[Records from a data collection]
* * * * * * * * *
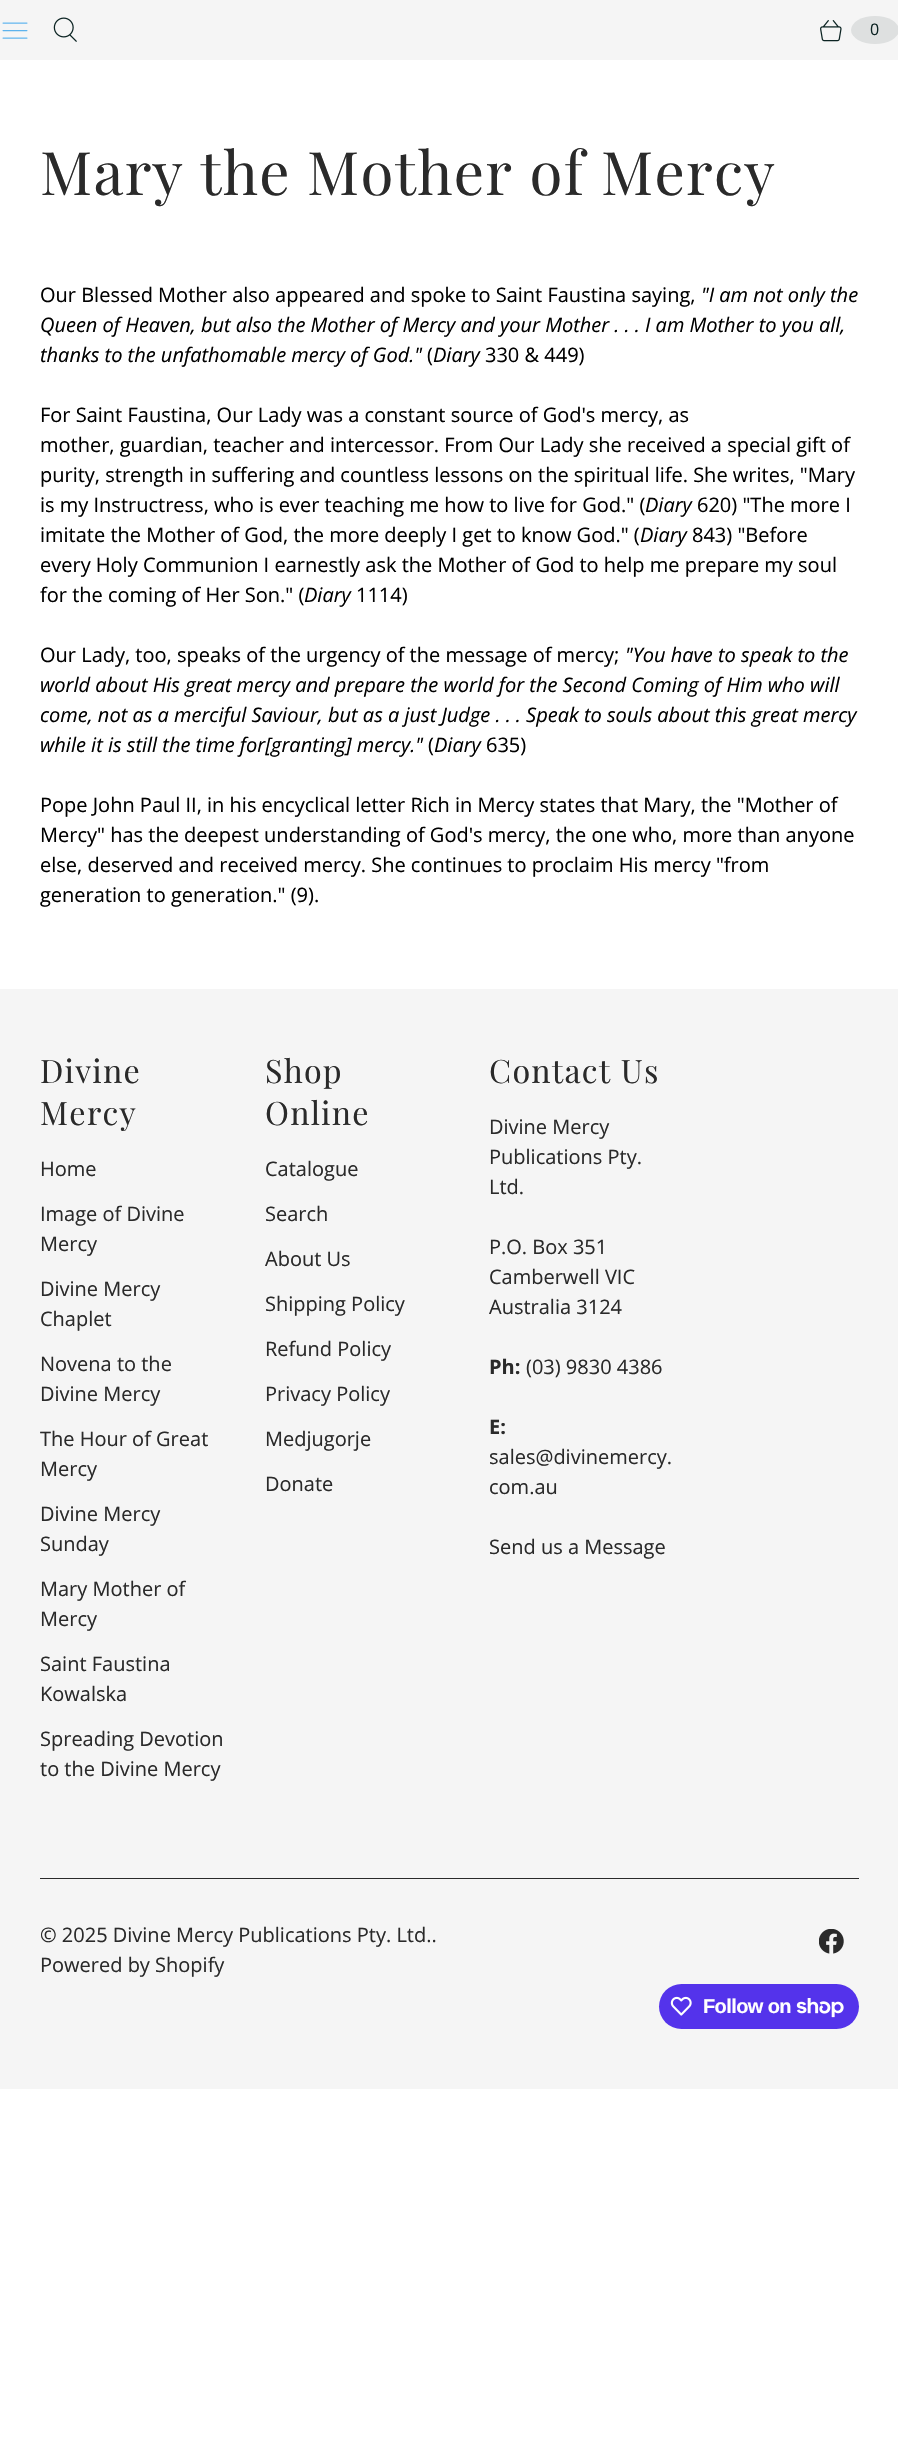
void draw(SkCanvas* canvas) {
	SkPaint fill;
	fill.setAntiAlias(true);
	auto makeFont = [&](const char* family, int weight, float size, bool italic = false) {
		SkFontStyle style(weight, SkFontStyle::kNormal_Width,
			italic ? SkFontStyle::kItalic_Slant : SkFontStyle::kUpright_Slant);
		SkFont result(fontMgr->matchFamilyStyle(family, style), size);
		result.setSubpixel(true);
		return result;
	};
	auto text = [&](const char* s, float x, float y, const SkFont& font) {
		canvas->drawString(s, x, y, font, fill);
	};
	auto spacedText = [&](const char* s, float x, float y, const SkFont& font, const SkPaint& ink, float letter, float word) {
		std::vector<SkGlyphID> glyphs(font.countText(s, strlen(s), SkTextEncoding::kUTF8));
		std::vector<float> xs(glyphs.size());
		font.textToGlyphs(s, strlen(s), SkTextEncoding::kUTF8, glyphs);
		font.getXPos(glyphs, xs, x);
		float extra = 0;
		for (size_t i = 0; i < glyphs.size(); i++) {
			xs[i] += extra;
			extra += letter + word * (glyphs[i] == font.unicharToGlyph(' '));
		}
		canvas->drawTextBlob(SkTextBlob::MakeFromPosHGlyphs(glyphs, xs, y, font), 0, 0, ink);
	};
	auto box = [&](float l, float t, float r, float b) {
		canvas->drawRect(SkRect::MakeLTRB(l, t, r, b), fill);
	};
	auto roundBox = [&](float l, float t, float r, float b, float radius) {
		canvas->drawRoundRect(SkRect::MakeLTRB(l, t, r, b), radius, radius, fill);
	};
	auto picture = [&](const char* path, float l, float t, float r, float b) {
		auto image = SkImages::DeferredFromEncodedData(SkData::MakeFromFileName(path));
		canvas->drawImageRect(image, SkRect::MakeLTRB(l, t, r, b), SkSamplingOptions());
	};
	canvas->clear(0xFFFFFFFF);
	fill.setColor(0xFFF5F5F5);
	box(0, 0, 898, 60);
	picture("image0.png", 2, 22, 28, 39);
	picture("image1.png", 53, 17, 77, 42);
	picture("image2.png", 820, 20, 842, 42);
	fill.setColor(0xFFDEE0E0);
	canvas->drawOval(SkRect::MakeLTRB(851, 16, 899, 44), fill);
	fill.setColor(0xFFF5F5F5);
	box(0, 989, 898, 2089);
	fill.setColor(0xFF2A2A2A);
	box(40, 1878, 859, 1879);
	picture("image3.png", 819, 1929, 844, 1954);
	fill.setColor(0xFF5433EB);
	roundBox(659, 1984, 859, 2029, 22.5f);
	picture("image4.png", 670, 1996, 692, 2016);
	picture("image5.png", 796, 1998, 844, 2018);
	auto font1 = makeFont("Open Sans", 400, 16);
	fill.setColor(0xFF0B2322);
	text("0", 870, 35, font1);
	auto font2 = makeFont("Playfair Display", 400, 60);
	fill.setColor(0xFF2A2A2A);
	spacedText("Mary the Mother of Mercy", 40, 195, font2, fill, 1.25f, 0);
	auto font3 = makeFont("Open Sans", 400, 20);
	fill.setColor(0xFF000000);
	text("Our Blessed Mother also appeared and spoke to Saint Faustina saying,", 40, 302, font3);
	auto font4 = makeFont("Open Sans", 400, 20, true);
	text("\"I am not only the", 701, 302, font4);
	text("Queen of Heaven, but also the Mother of Mercy and your Mother . . . I am Mother to you all,", 40, 332, font4);
	text("thanks to the unfathomable mercy of God.\"", 40, 362, font4);
	text("(", 427, 362, font3);
	text("Diary", 433, 362, font4);
	text("330 & 449)", 485, 362, font3);
	text("For Saint Faustina, Our Lady was a constant source of God's mercy, as", 40, 422, font3);
	text("mother, guardian, teacher and intercessor. From Our Lady she received a special gift of", 40, 452, font3);
	text("purity, strength in suffering and countless lessons on the spiritual life. She writes, \"Mary", 40, 482, font3);
	text("is my Instructress, who is ever teaching me how to live for God.\" (", 40, 512, font3);
	text("Diary", 645, 512, font4);
	text("620) \"The more I", 697, 512, font3);
	text("imitate the Mother of God, the more deeply I get to know God.\" (", 40, 542, font3);
	text("Diary", 640, 542, font4);
	text("843) \"Before", 692, 542, font3);
	text("every Holy Communion I earnestly ask the Mother of God to help me prepare my soul", 40, 572, font3);
	text("for the coming of Her Son.\" (", 40, 602, font3);
	text("Diary", 304, 602, font4);
	text("1114)", 356, 602, font3);
	text("Our Lady, too, speaks of the urgency of the message of mercy;", 40, 662, font3);
	text("\"You have to speak to the", 625, 662, font4);
	text("world about His great mercy and prepare the world for the Second Coming of Him who will", 40, 692, font4);
	text("come, not as a merciful Saviour, but as a just Judge . . . Speak to souls about this great mercy", 40, 722, font4);
	text("while it is still the time for[granting] mercy.\"", 40, 752, font4);
	text("(", 428, 752, font3);
	text("Diary", 434, 752, font4);
	text("635)", 486, 752, font3);
	text("Pope John Paul II, in his encyclical letter Rich in Mercy states that Mary, the \"Mother of", 40, 812, font3);
	text("Mercy\" has the deepest understanding of God's mercy, the one who, more than anyone", 40, 842, font3);
	text("else, deserved and received mercy. She continues to proclaim His mercy \"from", 40, 872, font3);
	text("generation to generation.\" (9).", 40, 902, font3);
	auto font5 = makeFont("Playfair Display", 400, 32.25f);
	fill.setColor(0xFF2A2A2A);
	spacedText("Divine", 40, 1083, font5, fill, 1.25f, 0);
	spacedText("Mercy", 40, 1125, font5, fill, 1.25f, 0);
	text("Home", 40, 1176, font3);
	text("Image of Divine", 40, 1221, font3);
	text("Mercy", 40, 1251, font3);
	text("Divine Mercy", 40, 1296, font3);
	text("Chaplet", 40, 1326, font3);
	text("Novena to the", 40, 1371, font3);
	text("Divine Mercy", 40, 1401, font3);
	text("The Hour of Great", 40, 1446, font3);
	text("Mercy", 40, 1476, font3);
	text("Divine Mercy", 40, 1521, font3);
	text("Sunday", 40, 1551, font3);
	text("Mary Mother of", 40, 1596, font3);
	text("Mercy", 40, 1626, font3);
	text("Saint Faustina", 40, 1671, font3);
	text("Kowalska", 40, 1701, font3);
	text("Spreading Devotion", 40, 1746, font3);
	text("to the Divine Mercy", 40, 1776, font3);
	spacedText("Shop", 265, 1083, font5, fill, 1.25f, 0);
	spacedText("Online", 265, 1125, font5, fill, 1.25f, 0);
	text("Catalogue", 265, 1176, font3);
	text("Search", 265, 1221, font3);
	text("About Us", 265, 1266, font3);
	text("Shipping Policy", 265, 1311, font3);
	text("Refund Policy", 265, 1356, font3);
	text("Privacy Policy", 265, 1401, font3);
	text("Medjugorje", 265, 1446, font3);
	text("Donate", 265, 1491, font3);
	spacedText("Contact Us", 489, 1083, font5, fill, 1.25f, 0);
	text("Divine Mercy", 489, 1134, font3);
	text("Publications Pty.", 489, 1164, font3);
	text("Ltd.", 489, 1194, font3);
	text("P.O. Box 351", 489, 1254, font3);
	text("Camberwell VIC", 489, 1284, font3);
	text("Australia 3124", 489, 1314, font3);
	auto font6 = makeFont("Open Sans", 700, 20);
	text("Ph:", 489, 1374, font6);
	text("(03) 9830 4386", 526, 1374, font3);
	text("E:", 489, 1434, font6);
	text("sales@divinemercy.", 489, 1464, font3);
	text("com.au", 489, 1494, font3);
	text("Send us a Message", 489, 1554, font3);
	text("© 2025 Divine Mercy Publications Pty. Ltd..", 40, 1942, font3);
	text("Powered by Shopify", 40, 1972, font3);
	auto font7 = makeFont("Liberation Sans", 700, 20);
	fill.setColor(0xFFFFFFFF);
	spacedText("Follow on", 703, 2013, font7, fill, -0.6f, 0);
}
* * * * * * * * *
◆ What the exercise asks: Filter the entries above down to the lines containing the word "float".

◆ Exercise output:
	auto makeFont = [&](const char* family, int weight, float size, bool italic = false) {
	auto text = [&](const char* s, float x, float y, const SkFont& font) {
	auto spacedText = [&](const char* s, float x, float y, const SkFont& font, const SkPaint& ink, float letter, float word) {
		std::vector<float> xs(glyphs.size());
		float extra = 0;
	auto box = [&](float l, float t, float r, float b) {
	auto roundBox = [&](float l, float t, float r, float b, float radius) {
	auto picture = [&](const char* path, float l, float t, float r, float b) {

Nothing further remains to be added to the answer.